Govt expands Dormant Assets Scheme to include pensions

The government’s Dormant Assets Scheme is to be expanded to include pensions and investments, unlocking up to £800m for use in charitable causes.

Assets held via vehicles including savings endowments, investment bonds and income drawdown will be made available for a range of UK projects through the scheme, with over £745m having already been distributed to a variety of causes using dormant assets held in banks and building societies.

The government’s announcement said funding raised through the scheme would “enable continued support of good causes, social investments and environmental initiatives”.

The scheme will always allow policyholders to claim their money back, no matter how long the fund has been deemed dormant.

The expansion of the scheme follows a four-year review, which the government said showed “widespread support for expanding the scheme from bank and building society accounts to include assets in these new sectors”.

Secretary of State for Digital, Culture, Media and Sport, Oliver Dowden, said: “Funds raised through the existing Dormant Assets Scheme have already made a huge difference to vulnerable people and communities across the UK, especially during the pandemic.

“Expanding the scheme will mean hundreds of millions more for good causes, helping us to build back stronger in the years to come.”

The announcement added that the priority of the scheme would continue to be locating and reuniting people with their financial assets.

Economic Secretary to the Treasury, John Glen, stated: “Banks and building societies across the UK are working tirelessly to reunite people with forgotten assets. But on occasions where this isn’t possible, it’s right that these funds are used to tackle some of the UK’s most pressing social and environmental challenges.

“The expansion of the scheme will mean more people are reconnected with their assets, whilst also making more money available for good causes.

AJ Bell senior analyst, Tom Selby, commented: “An estimated 1.6 million retirement pots representing £19.4bn of assets could be classified as ‘lost’ in the UK. While the industry’s priority must remain reuniting these pots with their owners, there are various circumstances where this simply won’t be possible and the assets become dormant.

“Where this is the case – and particularly given the strains placed on millions of people by coronavirus – it makes sense to put that cash to good use.”

Selby added that the £745m that had been “successfully marshalled” to pay for a variety of projects since the scheme’s launch in 2011 included “£150m which was unlocked to support the charity an voluntary sectors in May last year as part of the UK’s coronavirus response”.

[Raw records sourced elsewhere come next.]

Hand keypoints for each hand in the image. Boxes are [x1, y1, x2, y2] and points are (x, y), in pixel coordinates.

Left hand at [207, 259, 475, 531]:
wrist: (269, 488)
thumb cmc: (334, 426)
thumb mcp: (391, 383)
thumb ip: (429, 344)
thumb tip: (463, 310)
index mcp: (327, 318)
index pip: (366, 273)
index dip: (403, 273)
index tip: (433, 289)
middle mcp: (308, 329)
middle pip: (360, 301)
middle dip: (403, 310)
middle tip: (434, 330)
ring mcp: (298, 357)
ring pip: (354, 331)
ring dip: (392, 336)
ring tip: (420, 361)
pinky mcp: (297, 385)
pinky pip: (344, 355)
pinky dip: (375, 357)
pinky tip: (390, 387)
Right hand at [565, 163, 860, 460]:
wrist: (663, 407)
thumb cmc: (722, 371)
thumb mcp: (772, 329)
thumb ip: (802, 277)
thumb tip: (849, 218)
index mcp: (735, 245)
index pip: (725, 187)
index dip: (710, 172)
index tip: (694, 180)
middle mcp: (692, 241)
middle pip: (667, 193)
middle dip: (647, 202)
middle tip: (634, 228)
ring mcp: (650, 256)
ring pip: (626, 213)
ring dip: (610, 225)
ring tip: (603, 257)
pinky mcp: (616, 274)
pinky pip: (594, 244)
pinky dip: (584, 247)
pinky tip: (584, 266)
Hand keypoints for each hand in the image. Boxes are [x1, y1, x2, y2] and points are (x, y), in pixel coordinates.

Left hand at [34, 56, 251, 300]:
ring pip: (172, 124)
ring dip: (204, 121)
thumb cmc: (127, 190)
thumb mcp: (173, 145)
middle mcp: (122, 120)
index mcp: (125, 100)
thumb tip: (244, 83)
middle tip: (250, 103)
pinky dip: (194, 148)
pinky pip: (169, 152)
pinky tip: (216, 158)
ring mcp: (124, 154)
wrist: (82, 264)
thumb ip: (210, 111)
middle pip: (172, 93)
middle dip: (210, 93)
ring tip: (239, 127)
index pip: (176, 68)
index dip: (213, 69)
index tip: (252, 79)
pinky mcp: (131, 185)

He concluded: “By using dormant pensions and investments in a similar way, the Dormant Assets Scheme’s financial war chest could be boosted to the tune of £800m. This is money that could make a meaningful difference to the lives of thousands of people struggling through the pandemic.

“It is important to make clear that this is not a pensions raid of any sort. Those who hold a policy which is used as part of the Dormant Assets Scheme will always be able to claim their funds back, no matter how long it has been deemed dormant.”